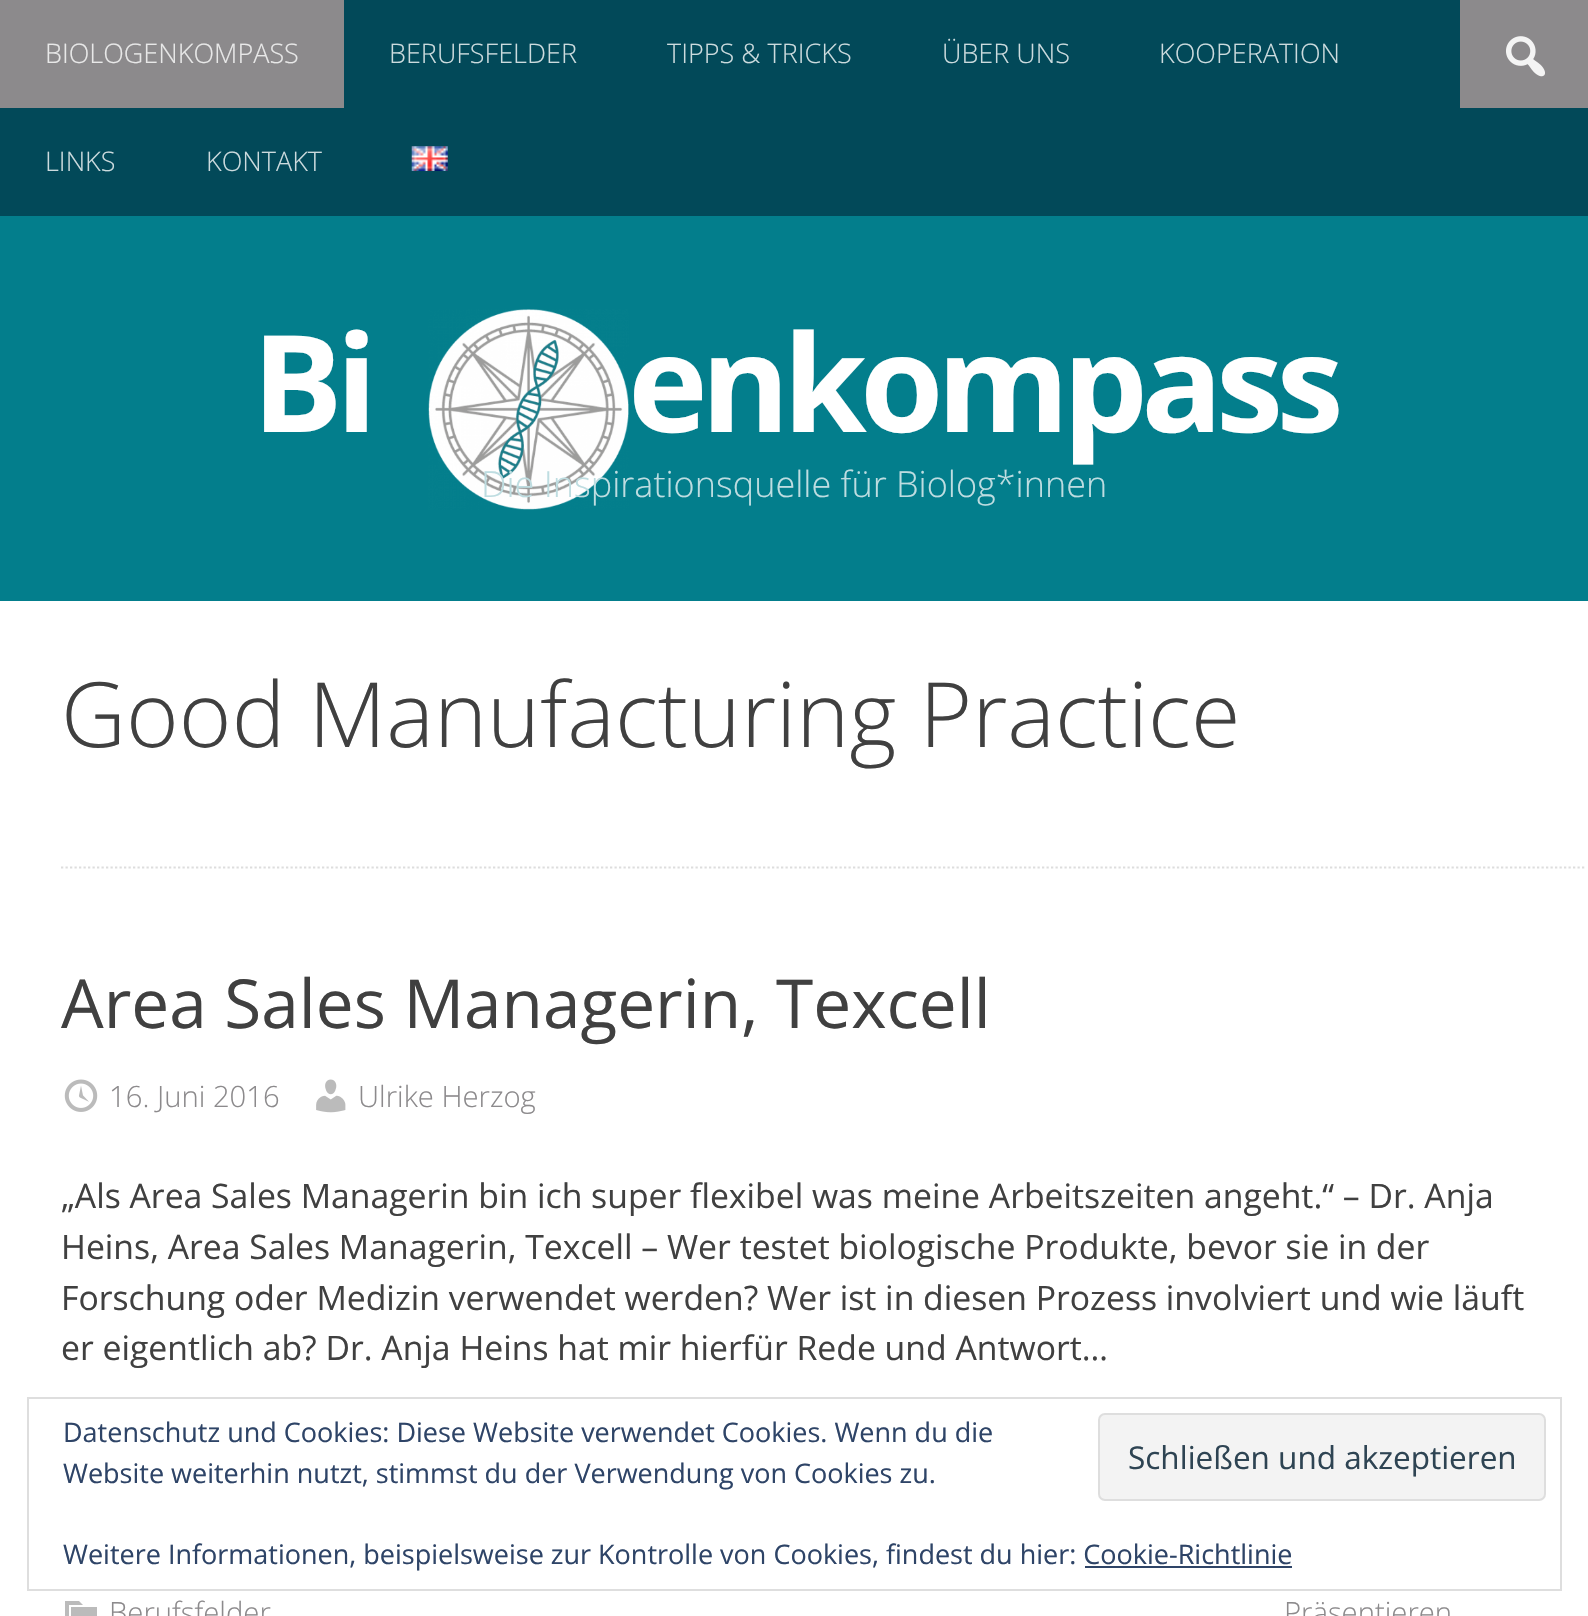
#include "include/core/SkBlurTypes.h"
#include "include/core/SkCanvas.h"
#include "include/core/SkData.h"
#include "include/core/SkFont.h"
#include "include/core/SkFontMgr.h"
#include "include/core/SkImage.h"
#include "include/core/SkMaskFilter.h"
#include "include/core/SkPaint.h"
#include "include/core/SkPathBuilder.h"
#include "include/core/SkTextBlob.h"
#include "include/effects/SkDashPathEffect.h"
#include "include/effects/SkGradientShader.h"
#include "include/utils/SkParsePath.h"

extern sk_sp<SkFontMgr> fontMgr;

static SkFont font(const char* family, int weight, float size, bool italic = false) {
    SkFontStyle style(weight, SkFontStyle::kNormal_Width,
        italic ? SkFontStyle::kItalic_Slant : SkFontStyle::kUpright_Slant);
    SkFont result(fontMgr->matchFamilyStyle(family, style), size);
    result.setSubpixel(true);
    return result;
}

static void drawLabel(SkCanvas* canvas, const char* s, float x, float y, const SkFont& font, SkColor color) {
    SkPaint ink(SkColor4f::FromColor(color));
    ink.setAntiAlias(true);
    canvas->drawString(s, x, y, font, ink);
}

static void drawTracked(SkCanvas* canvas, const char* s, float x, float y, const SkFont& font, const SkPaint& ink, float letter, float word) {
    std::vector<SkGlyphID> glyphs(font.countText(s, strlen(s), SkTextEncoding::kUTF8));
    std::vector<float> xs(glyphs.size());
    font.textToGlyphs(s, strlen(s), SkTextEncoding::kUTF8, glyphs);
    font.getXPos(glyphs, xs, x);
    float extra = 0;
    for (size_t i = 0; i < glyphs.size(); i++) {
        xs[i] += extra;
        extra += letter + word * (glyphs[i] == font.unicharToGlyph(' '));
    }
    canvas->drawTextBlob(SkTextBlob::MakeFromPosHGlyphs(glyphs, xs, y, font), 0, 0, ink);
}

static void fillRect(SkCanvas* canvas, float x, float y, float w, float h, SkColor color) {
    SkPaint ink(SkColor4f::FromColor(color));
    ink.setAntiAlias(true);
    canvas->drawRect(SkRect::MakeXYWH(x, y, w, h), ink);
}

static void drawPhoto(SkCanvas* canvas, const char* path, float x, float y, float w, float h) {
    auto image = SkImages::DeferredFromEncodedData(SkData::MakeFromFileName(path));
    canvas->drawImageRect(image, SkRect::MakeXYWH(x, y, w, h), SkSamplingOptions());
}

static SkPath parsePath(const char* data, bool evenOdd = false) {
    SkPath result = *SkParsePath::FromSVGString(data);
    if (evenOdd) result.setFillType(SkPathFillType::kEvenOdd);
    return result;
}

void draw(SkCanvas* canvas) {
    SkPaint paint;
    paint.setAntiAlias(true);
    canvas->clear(0xFFFFFFFF);
    fillRect(canvas, 0, 0, 1588, 216, 0xFF024959);
    fillRect(canvas, 0, 0, 344, 108, 0xFF8C8A8C);
    SkFont font1 = font("Open Sans", 300, 27);
    drawLabel(canvas, "BIOLOGENKOMPASS", 45, 63, font1, 0xFFE8E8E8);
    drawLabel(canvas, "BERUFSFELDER", 389, 63, font1, 0xFFCCDBDE);
    drawLabel(canvas, "TIPPS & TRICKS", 667, 63, font1, 0xFFCCDBDE);
    drawLabel(canvas, "ÜBER UNS", 942, 63, font1, 0xFFCCDBDE);
    drawLabel(canvas, "KOOPERATION", 1159, 63, font1, 0xFFCCDBDE);
    drawLabel(canvas, "LINKS", 45, 171, font1, 0xFFCCDBDE);
    drawLabel(canvas, "KONTAKT", 206, 171, font1, 0xFFCCDBDE);
    drawPhoto(canvas, "assets/img1.png", 411, 146, 37, 25);
    fillRect(canvas, 1460, 0, 128, 108, 0xFF8C8A8C);
    drawPhoto(canvas, "assets/img2.png", 1506, 36, 39, 41);
    fillRect(canvas, 0, 216, 1588, 385, 0xFF037E8C);
    drawPhoto(canvas, "assets/img3.png", 428, 309, 201, 201);
    SkFont font2 = font("Open Sans", 700, 135);
    paint.setColor(0xFFFFFFFF);
    drawTracked(canvas, "Bi", 252, 432, font2, paint, -6.75f, 0);
    drawTracked(canvas, "enkompass", 628, 432, font2, paint, -6.75f, 0);
    SkFont font3 = font("Open Sans", 300, 36);
    drawLabel(canvas, "Die Inspirationsquelle für Biolog*innen", 481, 497, font3, 0xFFBEDDE1);
    paint.setStroke(true);
    paint.setStrokeWidth(2.2f);
    paint.setColor(0xFFDDDDDD);
    paint.setPathEffect(SkDashPathEffect::Make({{2.25f, 2.25f}}, 0));
    canvas->drawPath(parsePath("M61 867.5H1586"), paint);
    paint.setPathEffect(nullptr);
    SkFont font4 = font("Open Sans", 300, 90);
    drawLabel(canvas, "Good Manufacturing Practice", 61, 747, font4, 0xFF404040);
    SkFont font5 = font("Open Sans", 400, 67.5f);
    drawLabel(canvas, "Area Sales Managerin, Texcell", 61, 1028, font5, 0xFF404040);
    drawPhoto(canvas, "assets/img4.png", 64, 1079, 34, 33);
    SkFont font6 = font("Open Sans", 300, 29.25f);
    drawLabel(canvas, "16. Juni 2016", 109, 1107, font6, 0xFF8C8A8C);
    drawPhoto(canvas, "assets/img5.png", 316, 1079, 30, 34);
    drawLabel(canvas, "Ulrike Herzog", 358, 1107, font6, 0xFF8C8A8C);
    SkFont font7 = font("Open Sans", 400, 33.75f);
    drawLabel(canvas, "„Als Area Sales Managerin bin ich super flexibel was meine Arbeitszeiten angeht.“ – Dr. Anja", 61, 1208, font7, 0xFF404040);
    drawLabel(canvas, "Heins, Area Sales Managerin, Texcell – Wer testet biologische Produkte, bevor sie in der", 61, 1259, font7, 0xFF404040);
    drawLabel(canvas, "Forschung oder Medizin verwendet werden? Wer ist in diesen Prozess involviert und wie läuft", 61, 1310, font7, 0xFF404040);
    drawLabel(canvas, "er eigentlich ab? Dr. Anja Heins hat mir hierfür Rede und Antwort…", 61, 1360, font7, 0xFF404040);
    paint.setStroke(false);
    paint.setColor(0xFFBBBBBB);
    canvas->drawPath(parsePath("M71 1607H97V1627.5H65V1601H79L83 1605H69V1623.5H71Z"), paint);
    drawLabel(canvas, "Berufsfelder", 109, 1623, font6, 0xFF8C8A8C);
    drawLabel(canvas, "Präsentieren", 1284, 1623, font6, 0xFF8C8A8C);
    paint.setStroke(true);
    paint.setStrokeWidth(2);
    paint.setColor(0xFFDEDEDE);
    canvas->drawRect(SkRect::MakeXYWH(28, 1398, 1533, 192), paint);
    SkFont font8 = font("Open Sans", 400, 27);
    drawLabel(canvas, "Datenschutz und Cookies: Diese Website verwendet Cookies. Wenn du die", 63, 1442, font8, 0xFF2E4467);
    drawLabel(canvas, "Website weiterhin nutzt, stimmst du der Verwendung von Cookies zu.", 63, 1483, font8, 0xFF2E4467);
    paint.setStroke(false);
    paint.setColor(0xFFF3F3F3);
    canvas->drawRoundRect(SkRect::MakeXYWH(1099, 1414, 446, 86), 6, 6, paint);
    paint.setStroke(true);
    paint.setColor(0xFFDEDEDE);
    canvas->drawRoundRect(SkRect::MakeXYWH(1099, 1414, 446, 86), 6, 6, paint);
    SkFont font9 = font("Open Sans", 400, 31.5f);
    drawLabel(canvas, "Schließen und akzeptieren", 1128, 1469, font9, 0xFF2E4453);
    drawLabel(canvas, "Weitere Informationen, beispielsweise zur Kontrolle von Cookies, findest du hier: Cookie-Richtlinie", 63, 1564, font8, 0xFF2E4467);
    fillRect(canvas, 1085, 1566, 207, 2, 0xFF2E4467);
}
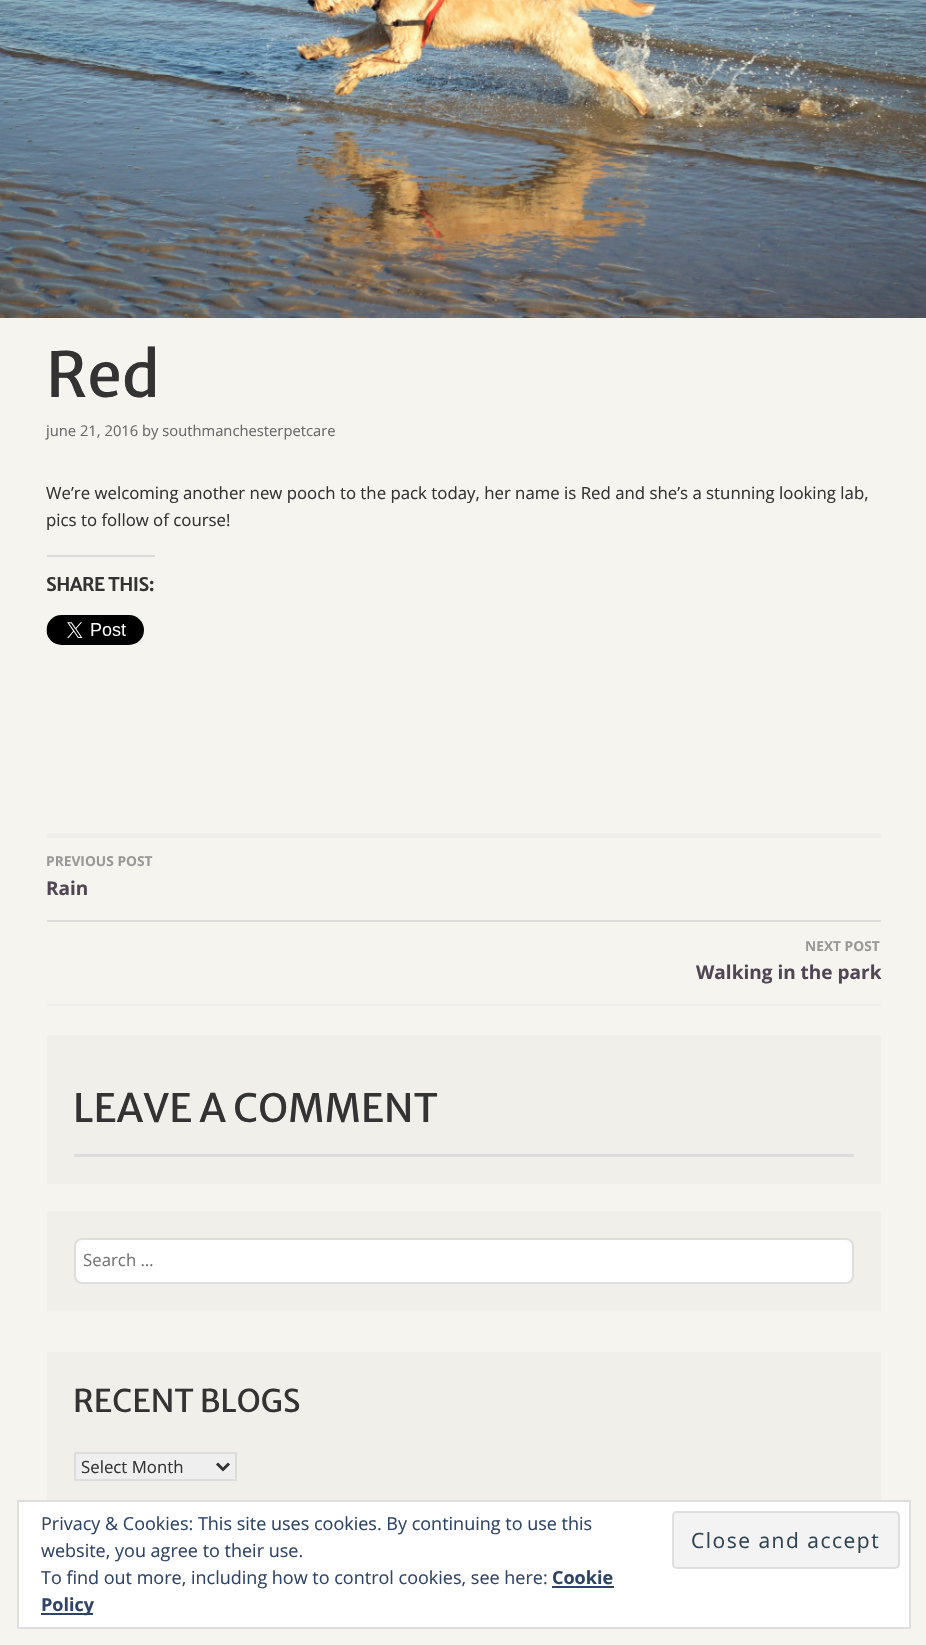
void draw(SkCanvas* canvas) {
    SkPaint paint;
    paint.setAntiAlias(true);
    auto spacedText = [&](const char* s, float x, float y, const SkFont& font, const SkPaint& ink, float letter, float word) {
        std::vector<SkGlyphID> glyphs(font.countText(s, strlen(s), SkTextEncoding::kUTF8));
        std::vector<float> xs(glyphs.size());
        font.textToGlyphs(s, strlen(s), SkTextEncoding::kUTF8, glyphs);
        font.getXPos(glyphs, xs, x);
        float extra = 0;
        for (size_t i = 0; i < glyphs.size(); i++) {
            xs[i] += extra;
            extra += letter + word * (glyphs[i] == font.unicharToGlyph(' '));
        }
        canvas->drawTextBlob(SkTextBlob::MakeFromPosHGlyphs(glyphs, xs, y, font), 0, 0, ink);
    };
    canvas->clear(0xFFF6F4EE);
    canvas->drawImageRect(SkImages::DeferredFromEncodedData(SkData::MakeFromFileName("img1.png")), SkRect::MakeXYWH(0, 0, 926, 318), SkSamplingOptions());
    SkFont font1(fontMgr->matchFamilyStyle("Merriweather Sans", SkFontStyle::Normal()), 62);
    font1.setSubpixel(true);
    paint.setColor(0xFF333333);
    canvas->drawString("Red", 46, 397, font1, paint);
    SkFont font2(fontMgr->matchFamilyStyle("Open Sans", SkFontStyle::Normal()), 14.75f);
    font2.setSubpixel(true);
    paint.setColor(0xFF686868);
    canvas->drawString("june 21, 2016 by southmanchesterpetcare", 46, 436, font2, paint);
    SkFont font3(fontMgr->matchFamilyStyle("Open Sans", SkFontStyle::Normal()), 16.8f);
    font3.setSubpixel(true);
    paint.setColor(0xFF333333);
    canvas->drawString("We’re welcoming another new pooch to the pack today, her name is Red and she’s a stunning looking lab,", 46, 499, font3, paint);
    canvas->drawString("pics to follow of course!", 46, 526, font3, paint);
    paint.setColor(0xFFDCDCDE);
    canvas->drawRect(SkRect::MakeXYWH(47, 555, 108, 2), paint);
    SkFont font4(fontMgr->matchFamilyStyle("Merriweather Sans", SkFontStyle::Bold()), 18);
    font4.setSubpixel(true);
    paint.setColor(0xFF333333);
    canvas->drawString("SHARE THIS:", 46, 591, font4, paint);
    canvas->drawImageRect(SkImages::DeferredFromEncodedData(SkData::MakeFromFileName("img2.png")), SkRect::MakeXYWH(46, 615, 98, 30), SkSamplingOptions());
    paint.setColor(0xFFF0EEEA);
    canvas->drawRect(SkRect::MakeXYWH(47, 833, 834, 5), paint);
    canvas->drawRect(SkRect::MakeXYWH(47, 1004, 834, 2), paint);
    paint.setColor(0xFFDDDDDD);
    canvas->drawRect(SkRect::MakeXYWH(47, 920, 834, 2), paint);
    SkFont font5(fontMgr->matchFamilyStyle("Open Sans", SkFontStyle::Bold()), 13.75f);
    font5.setSubpixel(true);
    paint.setColor(0xFF999999);
    canvas->drawString("PREVIOUS POST", 46, 866, font5, paint);
    SkFont font6(fontMgr->matchFamilyStyle("Open Sans", SkFontStyle::Bold()), 19);
    font6.setSubpixel(true);
    paint.setColor(0xFF524656);
    canvas->drawString("Rain", 46, 895, font6, paint);
    paint.setColor(0xFF999999);
    canvas->drawString("NEXT POST", 805, 951, font5, paint);
    paint.setColor(0xFF524656);
    canvas->drawString("Walking in the park", 696, 979, font6, paint);
    paint.setColor(0xFFF1EFE9);
    canvas->drawRect(SkRect::MakeXYWH(47, 1035, 834, 149), paint);
    SkFont font7(fontMgr->matchFamilyStyle("Merriweather Sans", SkFontStyle::Normal()), 39);
    font7.setSubpixel(true);
    paint.setColor(0xFF333333);
    canvas->drawString("LEAVE A COMMENT", 73, 1122, font7, paint);
    paint.setColor(0xFFDCDCDE);
    canvas->drawRect(SkRect::MakeXYWH(74, 1154, 780, 3), paint);
    paint.setColor(0xFFF1EFE9);
    canvas->drawRect(SkRect::MakeXYWH(47, 1211, 834, 100), paint);
    paint.setColor(0xFFFFFFFF);
    canvas->drawRoundRect(SkRect::MakeXYWH(75, 1239, 778, 44), 7, 7, paint);
    paint.setStyle(SkPaint::kStroke_Style);
    paint.setStrokeWidth(2);
    paint.setColor(0xFFDDDDDD);
    canvas->drawRoundRect(SkRect::MakeXYWH(75, 1239, 778, 44), 7, 7, paint);
    paint.setStyle(SkPaint::kFill_Style);
    paint.setColor(0xFF757575);
    canvas->drawString("Search …", 83, 1266, font3, paint);
    paint.setColor(0xFFF1EFE9);
    canvas->drawRect(SkRect::MakeXYWH(47, 1352, 834, 148), paint);
    SkFont font8(fontMgr->matchFamilyStyle("Merriweather Sans", SkFontStyle::Normal()), 31.25f);
    font8.setSubpixel(true);
    paint.setColor(0xFF333333);
    canvas->drawString("RECENT BLOGS", 73, 1412, font8, paint);
    paint.setColor(0xFFEFEFEF);
    canvas->drawRect(SkRect::MakeXYWH(75, 1453, 161, 27), paint);
    paint.setStyle(SkPaint::kStroke_Style);
    paint.setColor(0xFFDDDDDD);
    canvas->drawRect(SkRect::MakeXYWH(75, 1453, 161, 27), paint);
    paint.setStrokeWidth(3);
    paint.setColor(0xFF333333);
    canvas->drawPath(SkPathBuilder().moveTo(217, 1463.5f).lineTo(223, 1469.5f).lineTo(229, 1463.5f).detach(), paint);
    paint.setStyle(SkPaint::kFill_Style);
    canvas->drawString("Select Month", 81, 1473, font3, paint);
    paint.setColor(0xFFFFFFFF);
    canvas->drawRect(SkRect::MakeXYWH(18, 1501, 892, 127), paint);
    paint.setStyle(SkPaint::kStroke_Style);
    paint.setStrokeWidth(2);
    paint.setColor(0xFFDEDEDE);
    canvas->drawRect(SkRect::MakeXYWH(18, 1501, 892, 127), paint);
    SkFont font9(fontMgr->matchFamilyStyle("Open Sans", SkFontStyle::Normal()), 18);
    font9.setSubpixel(true);
    paint.setStyle(SkPaint::kFill_Style);
    paint.setColor(0xFF2E4467);
    canvas->drawString("Privacy & Cookies: This site uses cookies. By continuing to use this", 41, 1530, font9, paint);
    canvas->drawString("website, you agree to their use.", 41, 1557, font9, paint);
    paint.setColor(0xFFF3F3F3);
    canvas->drawRoundRect(SkRect::MakeXYWH(673, 1512, 226, 56), 4, 4, paint);
    paint.setStyle(SkPaint::kStroke_Style);
    paint.setColor(0xFFDEDEDE);
    canvas->drawRoundRect(SkRect::MakeXYWH(673, 1512, 226, 56), 4, 4, paint);
    SkFont font10(fontMgr->matchFamilyStyle("Open Sans", SkFontStyle::Normal()), 21);
    font10.setSubpixel(true);
    paint.setStyle(SkPaint::kFill_Style);
    paint.setColor(0xFF2E4453);
    spacedText("Close and accept", 691, 1548, font10, paint, 1.5f, 0);
    paint.setColor(0xFF2E4467);
    canvas->drawString("To find out more, including how to control cookies, see here:", 41, 1584, font9, paint);
    SkFont font11(fontMgr->matchFamilyStyle("Open Sans", SkFontStyle::Bold()), 18);
    font11.setSubpixel(true);
    canvas->drawString("Cookie", 552, 1584, font11, paint);
    canvas->drawRect(SkRect::MakeXYWH(552, 1586, 62, 2), paint);
    canvas->drawRect(SkRect::MakeXYWH(41, 1613, 52, 2), paint);
    canvas->drawString("Policy", 41, 1611, font11, paint);
}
○ ○ ○
### THE PROBLEM
Your answer must be every line from the listing above that holds the string "core".

### FINISHED TASK
#include "include/core/SkBlurTypes.h"
#include "include/core/SkCanvas.h"
#include "include/core/SkData.h"
#include "include/core/SkFont.h"
#include "include/core/SkFontMgr.h"
#include "include/core/SkImage.h"
#include "include/core/SkMaskFilter.h"
#include "include/core/SkPaint.h"
#include "include/core/SkPathBuilder.h"
#include "include/core/SkTextBlob.h"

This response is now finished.